Хотелось ещё о чём-то спросить… Но в этот момент я, до того наблюдавшая исключительно за действиями мужа, обнаружила ванную. И пропала.

Боже, как же давно я мечтала нормально помыться! Конечно, ванна не походила на шикарную стеклянную в доме Сольгарда, но даже глубокая малахитовая чаша в полу подняла моё настроение выше небес!

Полотенца обнаружились в шкафу, и, едва дождавшись, когда чаша наполнится, я тут же безоговорочно заняла её.

В тёплой воде, с мягкой ароматной пеной наконец-то ощутила, что более-менее могу примириться с происходящим. Хотя это самое происходящее мне по-прежнему оставалось не совсем ясным.

Вряд ли храмовники бежали от кого-то, кроме драххов. Тогда почему драххи их не догнали? Почему они поселили нас тут, а не кинули, скажем, Наместника в темницу? Планируют проводить переговоры? Готовят какой-нибудь «сюрприз»?

В голове бродили смутные предположения. Но все они рассеялись, когда предусмотрительно опущенная на двери ванной щеколда засияла серебряным светом и начала медленно подниматься.

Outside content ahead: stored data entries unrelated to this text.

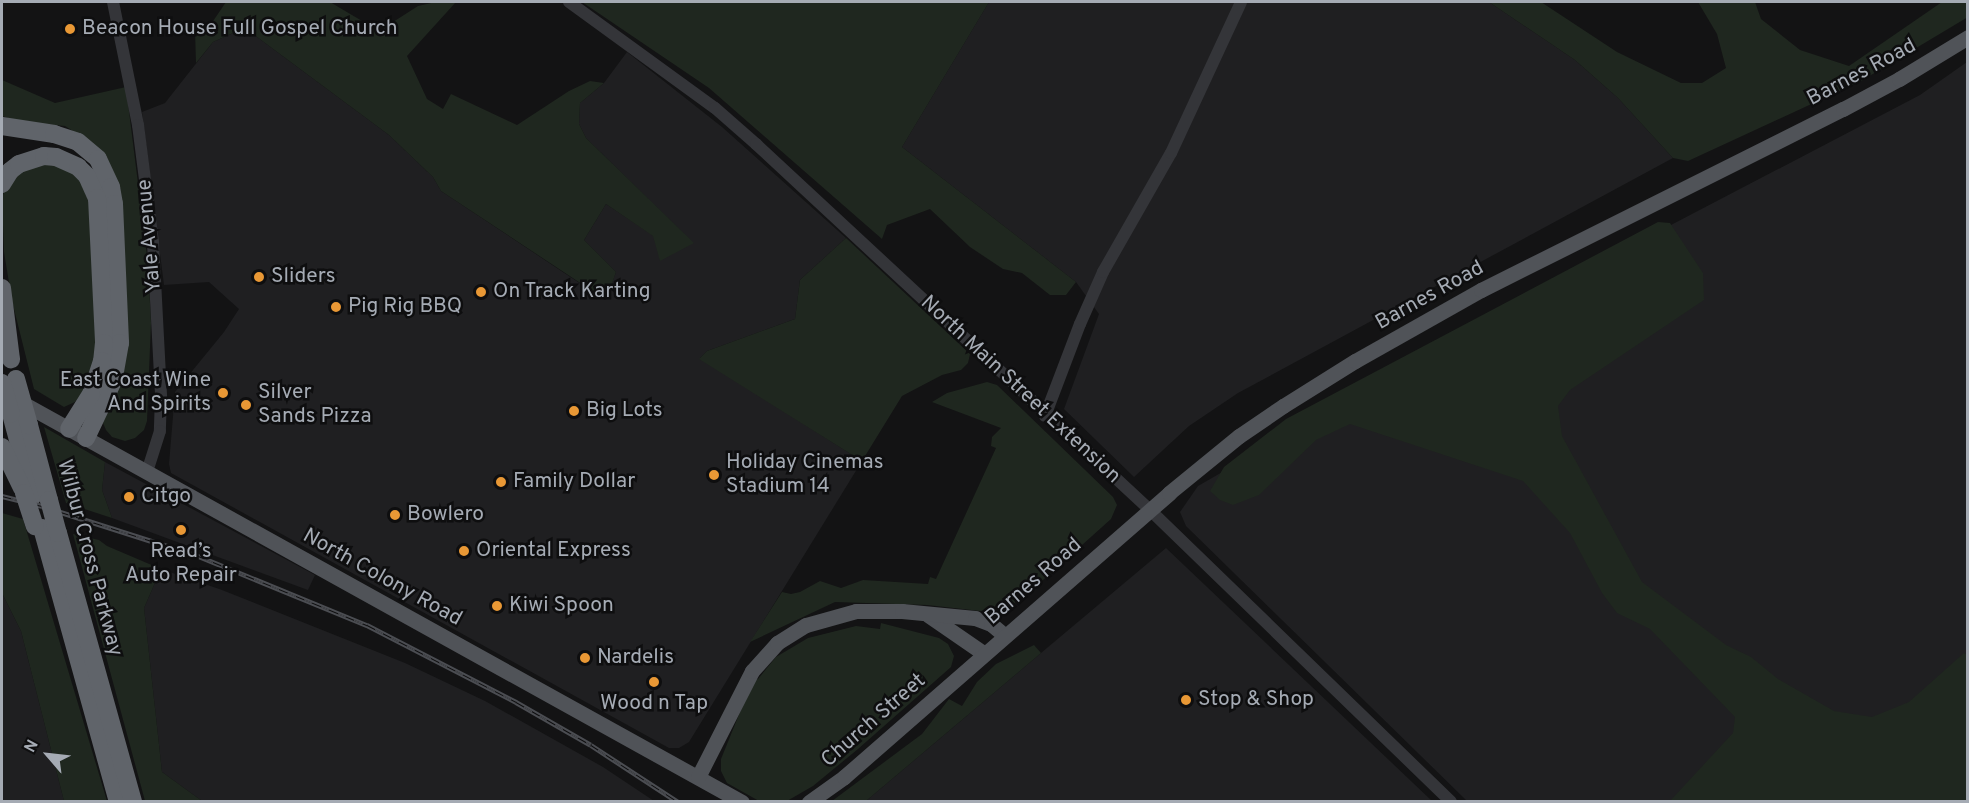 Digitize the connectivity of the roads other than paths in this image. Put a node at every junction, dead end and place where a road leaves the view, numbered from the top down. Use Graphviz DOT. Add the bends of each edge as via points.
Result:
graph roads {
  1 [pos="113,2"];
  2 [pos="569,2"];
  3 [pos="1241,2"];
  4 [pos="1968,37"];
  5 [pos="2,126"];
  6 [pos="2,184"];
  7 [pos="2,288"];
  8 [pos="2,327"];
  9 [pos="10,360"];
  10 [pos="9,381"];
  11 [pos="2,391"];
  12 [pos="1045,416"];
  13 [pos="69,429"];
  14 [pos="86,438"];
  15 [pos="2,447"];
  16 [pos="147,472"];
  17 [pos="35,496"];
  18 [pos="1150,510"];
  19 [pos="45,529"];
  20 [pos="928,615"];
  21 [pos="1004,635"];
  22 [pos="983,653"];
  23 [pos="965,670"];
  24 [pos="698,777"];
  25 [pos="118,801"];
  26 [pos="133,801"];
  27 [pos="742,801"];
  28 [pos="809,801"];
  29 [pos="1451,801"];
  1 -- 16 [label="street, Yale Avenue" via="138,125 153,242 161,397 160,431"];
  2 -- 12 [label="street, North Main Street Extension" via="715,108 887,264"];
  3 -- 12 [label="street" via="1171,153 1103,272"];
  4 -- 18 [label="main road, Barnes Road" via="1890,84 1481,290 1355,362 1239,436"];
  5 -- 14 [label="highway" via="78,142 98,159 111,187 120,343 112,381"];
  6 -- 13 [label="highway" via="19,164 44,156 56,157 78,167 97,198 103,352 91,393"];
  7 -- 9 [label="highway"];
  8 -- 9 [label="highway, Wilbur Cross Parkway"];
  9 -- 10 [label="highway, Wilbur Cross Parkway"];
  10 -- 17 [label="highway, Wilbur Cross Parkway, bridge" via="10,414"];
  10 -- 17 [label="highway, Wilbur Cross Parkway, bridge" via="29,425"];
  11 -- 13 [label="main road, North Colony Road"];
  12 -- 18 [label="street, North Main Street Extension"];
  13 -- 14 [label="main road, North Colony Road"];
  14 -- 16 [label="main road, North Colony Road"];
  15 -- 17 [label="highway"];
  16 -- 24 [label="main road, North Colony Road"];
  17 -- 19 [label="highway, bridge"];
  17 -- 19 [label="highway, Wilbur Cross Parkway, bridge"];
  18 -- 21 [label="main road, Barnes Road"];
  18 -- 29 [label="street, North Main Street Extension"];
  19 -- 25 [label="highway, Wilbur Cross Parkway"];
  19 -- 26 [label="highway, Wilbur Cross Parkway"];
  20 -- 21 [label="main road" via="975,618"];
  20 -- 22 [label="main road"];
  20 -- 24 [label="main road" via="902,610 855,611 827,617 787,636 752,671"];
  21 -- 22 [label="main road, Barnes Road"];
  22 -- 23 [label="main road, Barnes Road"];
  23 -- 28 [label="main road, Church Street" via="844,777"];
  24 -- 27 [label="main road, North Colony Road"];
}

Насторожившись, я вжалась полукруг стены: здесь было достаточно глубоко, чтобы стоять, но лечь не вышло бы. И настороженно смотрела на дверь, которую Эллинге открыл без видимых усилий. И вошёл ко мне — обнажённый, лишь с полотенцем вокруг бёдер. Приблизился, не сводя с меня взгляда.

Внимательного. Мерцающего. Такого, что сразу вспомнилось всё, чему помешал ритуал и чудовище Хаоса.

Признаться, я надеялась… не знаю, на что. Что он ещё не до конца исцелился? Что зол и не захочет больше оставаться моим мужем? Что… не станет соблазнять меня здесь, где я не смогу забеременеть? Ему ведь наследник нужен?

Но, опровергая все эти смутные надежды, Сольгард небрежно скинул полотенце на стоящий тут же деревянный шезлонг и медленно, уверенно забрался ко мне в ванну.

Ближе. Ещё ближе. Я смотрела в синие глаза с вертикальными зрачками, внутри которых играло ртутно-серебряное пламя. Не в силах отвести взгляд, что-нибудь сказать. Все возражения улетучились, уступая место лишь одной мысли.

Я ведь не забеременею. А он — такой… такой…

Сольгард коснулся моей щеки, провёл пальцем по губам. Взял руку, на которой прежде красовалось обручальное кольцо. Скользнул по ней взглядом, прикоснулся губами к кончикам пальцев.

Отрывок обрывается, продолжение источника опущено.